Next, the BL state calculation unit 3 reads the RGB ratio corresponding to the obtained normalized luminance from the reference characteristic storage unit 4 and outputs it to the BL chromaticity correction unit 1. That is, the BL state calculation unit 3 calculates the normalized luminance based on the amount of decrease in luminance, and the RGB ratio value corresponding to the calculated normalized luminance is the characteristic information stored in the reference characteristic storage unit 4. And output to the BL chromaticity correction unit 1. FIG. 4 is a diagram illustrating an example of a correspondence relationship between the normalized luminance and the RGB ratio. In FIG. 4, the ratio R / W of the R value indicated by the alternate long and short dash line and the backlight luminance value W increases as the normalized luminance decreases with the luminance ratio of normalized luminance = “1” as a reference. The ratio G / W between the indicated G value and the backlight luminance value W is reduced, and the ratio B / W between the B value and the backlight luminance value W indicated by a two-dot chain line is greatly reduced.
Each characteristic of the RGB ratio can be set as a linear characteristic as shown in FIG. In the above example, RGB ratio values R / W, G / W, and B / W indicated by circles in the figure corresponding to normalized luminance = “0.7” are read from the reference characteristic storage unit 4 respectively. It is output to the BL chromaticity correction unit 1.

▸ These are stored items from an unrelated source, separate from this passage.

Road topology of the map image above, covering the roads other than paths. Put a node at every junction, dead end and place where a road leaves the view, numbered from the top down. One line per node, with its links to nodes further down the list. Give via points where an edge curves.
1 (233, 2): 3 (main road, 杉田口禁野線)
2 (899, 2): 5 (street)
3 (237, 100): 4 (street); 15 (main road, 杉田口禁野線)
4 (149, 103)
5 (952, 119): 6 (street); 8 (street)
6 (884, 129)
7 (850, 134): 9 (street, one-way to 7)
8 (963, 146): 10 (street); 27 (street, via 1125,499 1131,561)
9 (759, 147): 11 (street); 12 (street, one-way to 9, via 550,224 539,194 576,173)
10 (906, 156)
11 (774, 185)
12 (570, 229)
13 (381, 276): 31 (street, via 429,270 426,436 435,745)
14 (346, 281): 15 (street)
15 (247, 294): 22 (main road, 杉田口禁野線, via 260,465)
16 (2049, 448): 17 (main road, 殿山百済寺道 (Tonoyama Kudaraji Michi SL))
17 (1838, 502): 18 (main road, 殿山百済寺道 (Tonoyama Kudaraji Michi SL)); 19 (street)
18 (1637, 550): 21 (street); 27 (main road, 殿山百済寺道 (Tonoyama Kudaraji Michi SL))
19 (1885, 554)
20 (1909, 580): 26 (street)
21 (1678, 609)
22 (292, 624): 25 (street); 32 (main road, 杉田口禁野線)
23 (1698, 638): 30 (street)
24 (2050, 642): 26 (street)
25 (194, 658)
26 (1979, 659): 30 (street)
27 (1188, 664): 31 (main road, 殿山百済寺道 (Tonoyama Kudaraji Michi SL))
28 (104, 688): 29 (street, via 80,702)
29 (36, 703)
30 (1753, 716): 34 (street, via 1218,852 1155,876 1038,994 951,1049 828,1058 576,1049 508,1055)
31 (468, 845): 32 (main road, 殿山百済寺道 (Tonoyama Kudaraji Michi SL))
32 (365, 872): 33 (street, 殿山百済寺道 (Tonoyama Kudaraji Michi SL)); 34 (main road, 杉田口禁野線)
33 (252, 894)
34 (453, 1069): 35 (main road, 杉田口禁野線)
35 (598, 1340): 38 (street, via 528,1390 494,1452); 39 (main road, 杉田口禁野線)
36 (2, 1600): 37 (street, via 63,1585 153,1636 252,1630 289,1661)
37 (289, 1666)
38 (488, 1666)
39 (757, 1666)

  Next, the BL chromaticity correction unit 1 calculates a chromaticity correction value based on the received RGB ratio and the white point chromaticity set by the user, and sets it in the chromaticity correction unit 2. That is, the BL chromaticity correction unit 1 calculates the current chromaticity from the RGB ratio, calculates a chromaticity correction value corresponding to the white point chromaticity set by the user using this, and outputs the video signal. Is output to the chromaticity correction unit 2 as a chromaticity correction value to be applied to. In addition, since this calculation can be generally performed by a well-known method, the detailed description is abbreviate | omitted.

  Next, the chromaticity correction unit 2 corrects the video signal by a technique such as multiplication according to the chromaticity correction value calculated by the BL chromaticity correction unit 1 and outputs the corrected video signal to the display unit 20. For example, the chromaticity correction unit 2 includes a conversion table that outputs a signal whose input value is a value indicated by a video signal (display signal) and whose output value is corrected by the chromaticity correction value. The correction values of the input video signal are sequentially read and output to the display unit 20.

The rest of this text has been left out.